There is also some suggestive evidence about the longer-term outlook from policy and practice in England. Early in the deinstitutionalisation process in England (in the early nineteen-eighties), various kinds of congregate care setting were developed for people with severe and profound intellectual disabilities whom it was judged it would not be possible to support in dispersed housing. Many of these services were residential campuses of the kinds studied by Emerson et al (2000b). They were set up in response to the same sorts of concerns identified in the introduction about the proposed benefits of campus living.

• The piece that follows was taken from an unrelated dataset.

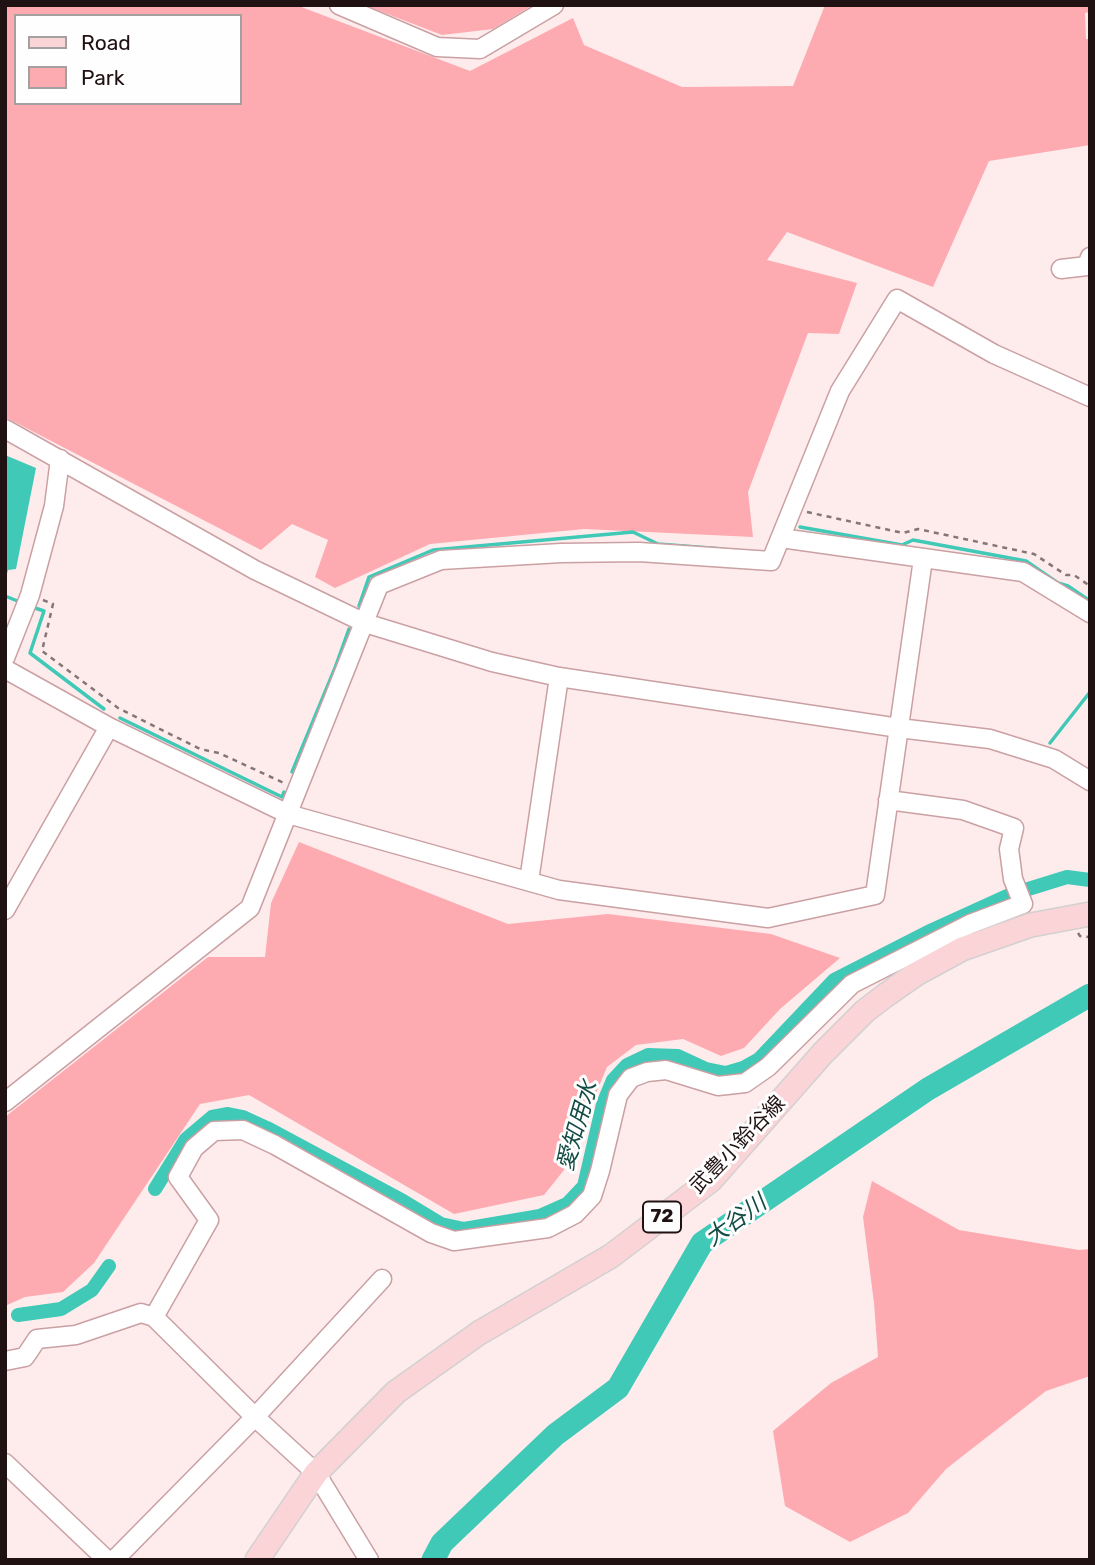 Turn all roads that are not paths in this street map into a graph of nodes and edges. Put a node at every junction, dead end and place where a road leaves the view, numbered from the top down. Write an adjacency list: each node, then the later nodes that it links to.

In 2004, complaints about the quality of care in some of these services in Cornwall, and subsequently in south London, led to Inquiries which found major problems in local services provided by the NHS (Healthcare Commission and Commission for Social Care Inspection, 2006, Healthcare Commission, 2007a). A national audit was then undertaken of all NHS residential services for people with intellectual disabilities which confirmed that poor quality of care was widespread (Healthcare Commission, 2007b). The UK Department of Health responded to these problems by announcing the complete closure of all NHS residential campuses (Department of Health, 2007).
Although it is not possible to say whether the problems experienced in these services were due to the model of care or due to management by the NHS, it is relevant to note that this large development of clustered settings has, after 20 years, been deemed to have failed.
The results of this review show that dispersed housing is superior to cluster housing on the majority of quality indicators studied. The only exception to this is that village communities for people with less severe disabilities have some benefits; this is not however a model which can be feasibly provided for everyone. Cluster housing is usually less expensive than dispersed housing but this is because it provides fewer staff. There is no evidence that cluster housing can deliver the same quality of life as dispersed housing at a lower cost.